Rivkin and his colleagues, though, are intent on hammering home the message that theft is theft – and such actions have consequences for both the economy and individual consumers.

“I don’t understand why if a brick-and-mortar store was robbed the rules would be different on the internet. Intellectual property is one of North America’s greatest exports,” Rivkin says, adding that users visiting piracy sites are 30 times more likely to be exposed to malicious content, such as malware, on their devices.

“There are 140 lawful online platforms for film and content in the U.S. alone, and 500 in the world. You can’t make the argument that, like in the past, we no longer have a choice but to steal it.”

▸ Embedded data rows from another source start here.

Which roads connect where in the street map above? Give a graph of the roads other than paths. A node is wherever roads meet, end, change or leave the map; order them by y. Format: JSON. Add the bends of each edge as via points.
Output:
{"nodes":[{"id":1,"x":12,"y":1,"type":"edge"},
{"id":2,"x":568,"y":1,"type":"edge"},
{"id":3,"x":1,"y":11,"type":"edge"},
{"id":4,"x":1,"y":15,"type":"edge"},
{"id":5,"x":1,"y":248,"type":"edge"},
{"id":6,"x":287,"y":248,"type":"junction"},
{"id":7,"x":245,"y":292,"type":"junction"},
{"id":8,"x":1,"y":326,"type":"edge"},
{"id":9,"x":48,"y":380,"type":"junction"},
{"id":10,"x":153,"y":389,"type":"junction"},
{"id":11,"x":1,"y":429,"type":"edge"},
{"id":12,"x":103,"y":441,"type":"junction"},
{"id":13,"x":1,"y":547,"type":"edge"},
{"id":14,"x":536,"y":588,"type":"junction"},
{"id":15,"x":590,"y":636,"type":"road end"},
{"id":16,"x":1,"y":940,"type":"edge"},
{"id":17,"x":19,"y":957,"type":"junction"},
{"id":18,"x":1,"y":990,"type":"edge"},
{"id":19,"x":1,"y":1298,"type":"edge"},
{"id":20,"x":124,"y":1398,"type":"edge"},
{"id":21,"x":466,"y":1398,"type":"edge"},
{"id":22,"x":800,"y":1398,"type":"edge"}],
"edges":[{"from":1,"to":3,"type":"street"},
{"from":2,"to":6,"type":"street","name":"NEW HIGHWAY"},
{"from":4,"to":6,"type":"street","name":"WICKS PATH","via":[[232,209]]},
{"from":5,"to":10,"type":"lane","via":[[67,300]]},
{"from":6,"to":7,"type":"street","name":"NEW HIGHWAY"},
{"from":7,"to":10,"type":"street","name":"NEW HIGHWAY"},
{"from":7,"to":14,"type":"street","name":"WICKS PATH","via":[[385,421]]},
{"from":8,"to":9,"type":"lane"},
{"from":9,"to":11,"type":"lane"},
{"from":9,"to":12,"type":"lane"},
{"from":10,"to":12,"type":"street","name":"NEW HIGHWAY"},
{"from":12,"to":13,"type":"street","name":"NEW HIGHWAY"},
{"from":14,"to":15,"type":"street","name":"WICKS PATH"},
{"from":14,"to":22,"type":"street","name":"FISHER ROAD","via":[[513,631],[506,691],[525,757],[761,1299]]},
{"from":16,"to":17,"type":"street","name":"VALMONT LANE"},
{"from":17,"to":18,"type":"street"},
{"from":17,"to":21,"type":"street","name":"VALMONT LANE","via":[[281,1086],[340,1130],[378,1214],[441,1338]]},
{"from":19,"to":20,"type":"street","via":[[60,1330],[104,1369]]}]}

In the past, this PR fight has flailed – recall the MPA’s hokey 2004 public-service announcement that played as an un-skippable preshow clip on DVDs, and which noted that “you wouldn’t steal a car, you wouldn’t steal a handbag … pirating films is stealing!” and has since become a much-mocked element of meme culture.

Today, the MPA is focused on ensuring that consumers know that real-world criminals are behind these operations – villains fit for the big screen, whose piracy is “often folded into other illegal activities like gambling, money laundering, tax evasion, drugs, grand theft auto and prostitution.” No PSAs necessary.

“We’re not talking about folks doing this because they’re idealists or activists. They’re doing it for money,” says Jan van Voorn, the MPA’s executive vice-president of global content protection and head of ACE.

But as many rogue players are operating, van Voorn and Rivkin insist that their efforts are not amounting to a game of whack-a-mole. Since ACE’s inception, there have been significant victories – updated U.S. federal legislation has made operating a piracy website a felony; a new partnership with Google has removed 10,000 illegal domains from search results – which have helped bring the number of illicit North American services down from 1,400 in 2019 to approximately 240.

“There’s no silver bullet, so we need to take all the tools we have: break anonymity, transfer domain names, work with payment processors, ad providers, domain proxies,” van Voorn says.

Crucially, piracy isn’t only affecting conglomerate-backed blockbusters. Last year, the intellectual property advocacy group Creative Future highlighted the case of Barry Jenkins’ Moonlight, the low-budget 2017 Best Picture winner that grossed US$65-million worldwide during its theatrical run – but was also pirated an estimated 60 million times during that same time period. If only five per cent of those pirated views were converted to paid digital rentals priced at the going rate of $3.99 each, then the film would’ve earned an extra $12-million – an inconsequential amount for a Marvel movie, but crucial for an indie production.

“Piracy means that people won’t be able to finance their next movie, that people will lose their jobs,” Rivkin says. “It’s not just about the large studios. It is the entire entertainment industry ecosystem.”